Have you ever found a tape you thought of turning in to the police?
NP: We found a video called "How to Seduce Women Through Hypnosis," which should probably be illegal.
Does Found Footage count as 15 minutes of fame?
NP: I think so. We lavish these forgotten scraps of VHS tape with far more attention than they deserve, so to Joe and I and the people who come to the shows, these folks are definitely celebrities. Meeting the guy from the insurance safety video is far more meaningful than it would be to meet Tom Cruise.
Which Found Footage "star" most deserves a Nashville recording contract, and why? And have you ever found any Nashville-related Found Footage gold?

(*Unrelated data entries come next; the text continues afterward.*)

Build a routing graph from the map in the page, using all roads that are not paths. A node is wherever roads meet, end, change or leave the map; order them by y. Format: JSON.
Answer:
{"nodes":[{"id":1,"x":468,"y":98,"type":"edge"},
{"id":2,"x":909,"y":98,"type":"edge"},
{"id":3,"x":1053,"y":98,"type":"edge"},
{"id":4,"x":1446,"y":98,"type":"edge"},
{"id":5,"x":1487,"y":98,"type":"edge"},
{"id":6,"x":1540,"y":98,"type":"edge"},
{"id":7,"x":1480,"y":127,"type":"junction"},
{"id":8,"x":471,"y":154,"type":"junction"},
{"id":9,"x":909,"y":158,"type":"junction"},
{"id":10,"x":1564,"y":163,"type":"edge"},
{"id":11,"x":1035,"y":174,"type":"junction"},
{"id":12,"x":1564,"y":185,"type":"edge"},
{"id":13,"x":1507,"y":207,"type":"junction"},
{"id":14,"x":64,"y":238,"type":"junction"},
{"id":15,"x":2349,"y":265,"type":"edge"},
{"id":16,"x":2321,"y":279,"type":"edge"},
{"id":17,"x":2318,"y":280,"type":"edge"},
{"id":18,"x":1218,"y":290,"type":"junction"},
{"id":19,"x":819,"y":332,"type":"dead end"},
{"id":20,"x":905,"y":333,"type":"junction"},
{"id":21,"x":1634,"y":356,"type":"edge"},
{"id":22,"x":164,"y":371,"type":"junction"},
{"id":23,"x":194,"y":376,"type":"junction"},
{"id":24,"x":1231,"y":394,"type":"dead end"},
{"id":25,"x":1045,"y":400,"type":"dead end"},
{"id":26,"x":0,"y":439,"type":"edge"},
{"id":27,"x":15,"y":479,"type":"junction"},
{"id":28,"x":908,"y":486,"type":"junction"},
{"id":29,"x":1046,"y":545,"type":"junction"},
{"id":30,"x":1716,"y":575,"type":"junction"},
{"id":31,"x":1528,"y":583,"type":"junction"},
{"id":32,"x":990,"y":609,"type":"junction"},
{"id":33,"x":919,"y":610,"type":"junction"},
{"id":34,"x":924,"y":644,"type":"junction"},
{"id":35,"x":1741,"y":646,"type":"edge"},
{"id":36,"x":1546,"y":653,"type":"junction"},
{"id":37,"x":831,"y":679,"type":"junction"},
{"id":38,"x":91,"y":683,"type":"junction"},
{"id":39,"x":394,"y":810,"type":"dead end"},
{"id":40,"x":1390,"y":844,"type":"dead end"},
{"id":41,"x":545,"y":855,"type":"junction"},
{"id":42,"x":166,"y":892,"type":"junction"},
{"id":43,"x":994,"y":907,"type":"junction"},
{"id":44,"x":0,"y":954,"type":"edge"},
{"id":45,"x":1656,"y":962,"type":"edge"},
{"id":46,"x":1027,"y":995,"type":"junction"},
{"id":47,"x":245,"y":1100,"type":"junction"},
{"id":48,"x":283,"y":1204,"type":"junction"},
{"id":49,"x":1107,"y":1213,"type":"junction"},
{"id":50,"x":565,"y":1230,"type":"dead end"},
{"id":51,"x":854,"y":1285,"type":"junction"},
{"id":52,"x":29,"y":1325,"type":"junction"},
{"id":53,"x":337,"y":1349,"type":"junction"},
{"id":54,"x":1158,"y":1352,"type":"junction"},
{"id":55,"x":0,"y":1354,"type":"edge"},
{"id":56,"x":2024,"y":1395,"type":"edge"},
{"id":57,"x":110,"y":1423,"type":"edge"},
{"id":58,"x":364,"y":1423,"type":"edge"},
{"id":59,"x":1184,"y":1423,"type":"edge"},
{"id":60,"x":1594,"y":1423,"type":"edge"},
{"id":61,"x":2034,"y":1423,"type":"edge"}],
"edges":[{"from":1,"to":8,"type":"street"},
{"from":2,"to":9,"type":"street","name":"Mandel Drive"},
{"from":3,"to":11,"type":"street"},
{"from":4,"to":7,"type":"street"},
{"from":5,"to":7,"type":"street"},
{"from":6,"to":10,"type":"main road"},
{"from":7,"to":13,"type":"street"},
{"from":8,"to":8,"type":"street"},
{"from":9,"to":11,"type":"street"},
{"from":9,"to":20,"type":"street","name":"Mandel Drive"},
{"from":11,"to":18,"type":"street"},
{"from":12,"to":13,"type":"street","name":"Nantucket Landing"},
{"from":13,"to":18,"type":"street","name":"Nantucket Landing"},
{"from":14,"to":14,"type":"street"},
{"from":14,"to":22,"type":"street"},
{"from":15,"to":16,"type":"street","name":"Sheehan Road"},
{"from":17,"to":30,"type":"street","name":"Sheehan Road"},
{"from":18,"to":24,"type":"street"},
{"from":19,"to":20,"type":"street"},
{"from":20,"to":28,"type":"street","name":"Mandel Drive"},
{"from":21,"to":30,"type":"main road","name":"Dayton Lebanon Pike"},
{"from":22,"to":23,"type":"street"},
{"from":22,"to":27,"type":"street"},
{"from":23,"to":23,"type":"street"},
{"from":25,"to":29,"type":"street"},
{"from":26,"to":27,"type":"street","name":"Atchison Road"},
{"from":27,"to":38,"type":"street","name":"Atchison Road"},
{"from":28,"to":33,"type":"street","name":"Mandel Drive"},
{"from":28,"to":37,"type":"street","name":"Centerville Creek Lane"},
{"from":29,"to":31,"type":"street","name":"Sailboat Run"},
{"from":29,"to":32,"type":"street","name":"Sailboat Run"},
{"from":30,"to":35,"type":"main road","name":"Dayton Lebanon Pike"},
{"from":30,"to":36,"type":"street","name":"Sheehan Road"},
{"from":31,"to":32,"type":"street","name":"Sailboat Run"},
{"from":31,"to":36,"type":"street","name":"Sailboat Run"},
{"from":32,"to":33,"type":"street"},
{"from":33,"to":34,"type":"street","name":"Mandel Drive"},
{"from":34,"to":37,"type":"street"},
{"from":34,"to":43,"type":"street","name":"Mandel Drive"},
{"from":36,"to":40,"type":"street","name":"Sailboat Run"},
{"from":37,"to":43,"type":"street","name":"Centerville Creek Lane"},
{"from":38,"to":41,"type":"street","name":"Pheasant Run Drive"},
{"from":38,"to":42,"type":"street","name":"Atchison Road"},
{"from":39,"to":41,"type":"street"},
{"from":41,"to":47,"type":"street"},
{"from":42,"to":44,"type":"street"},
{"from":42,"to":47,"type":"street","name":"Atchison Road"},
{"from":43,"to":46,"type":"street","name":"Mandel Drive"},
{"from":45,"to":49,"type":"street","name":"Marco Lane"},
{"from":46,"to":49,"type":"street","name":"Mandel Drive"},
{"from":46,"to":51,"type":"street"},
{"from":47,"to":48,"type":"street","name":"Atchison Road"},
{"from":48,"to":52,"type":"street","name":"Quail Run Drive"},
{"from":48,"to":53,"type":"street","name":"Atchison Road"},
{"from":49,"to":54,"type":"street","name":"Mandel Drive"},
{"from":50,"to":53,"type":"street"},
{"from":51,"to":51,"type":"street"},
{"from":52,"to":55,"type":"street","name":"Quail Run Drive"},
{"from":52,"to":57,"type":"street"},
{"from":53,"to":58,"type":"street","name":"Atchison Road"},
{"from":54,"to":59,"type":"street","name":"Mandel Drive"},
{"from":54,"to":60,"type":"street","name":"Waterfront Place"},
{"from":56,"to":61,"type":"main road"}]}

NP: There's a guy named Alan Gillett from suburban Chicago who actually drove down to Nashville to appear on a cable access Star Search-like show and totally deserves some sort of contract. He sings 10 songs karaoke-style, the highlight of which is his rendition of "Personality," sung is his Kermit the Frog-like intonation. But the best part is that he keeps doing this adorable little dance while singing against the blue-screen backdrop of the studio, which they didn't bother to chroma-key out with anything more exciting. It's like the perfect storm of what makes a great video.
Is it just us, or have regional commercials gotten a lot more boring over the past decade?
NP: I'm not so sure. We travel all over the country for the show and we see a lot of awesome local commercials. Actually, we were just in Arkansas for the first time a few weeks ago and saw a whole series of local infomercials for places like meat shops and menswear stores hosted by this colorful African American gentleman smoking a huge cigar.
We've also got a great local commercial from the '80s in the show we're bringing to Nashville. It stars a local furniture store owner named Bargain Bernie whose catchphrase is "All I want to do is save you money!"
If you could say just one word to the makers of "The ABCs of Sex Education for Trainables," what would it be?
NP: "Thanks." Funny story, actually. We were in North Carolina a couple of months ago and were invited to the home/office of Skip Elsheimer, the world's leading collector of old education film reels. Joe and I have been big fans of "Sex Education for Trainables" — one of Skip's finds — for years and we asked him about it. He dropped a bombshell by telling us that they actually made a sequel called "Sex Education for Educables," which I guess was the term at the time for higher functioning people with cognitive disabilities. So we sat on Skip's couch as he projected it for us on his living room wall. It was a great afternoon.
Please cast the upcoming movie version of The A-Team with Found Footage superstars.
NP: Hannibal would be Harvey Sid Fisher, the singer and songwriter behind Astrology Songs. Harvey wrote a song for each sign of the zodiac and then went down to his local public-access studio to record a video demo, complete with interpretive dancers. He just looks a lot like George Peppard. Faceman would probably be played by Pretty Boy Floyd, a professional pool player in the '80s who released a confusing video called Learn the Secrets of Hustling Pool. For Murdock, I'd go with Arthur Bloom, a man who appeared on a cable access show called Something's Happening to explain his system for removing toxic mucus from your mouth by using grape juice and a spray bottle. Murdock was sort of playfully insane on The A-Team. Arthur Bloom is the real deal.
Finally, for B.A. Baracus, I'd be a fool not to go with Mr. T, who was the star of a 1986 educational video called Be Somebody or Be Somebody's Fool. Why mess with perfect casting?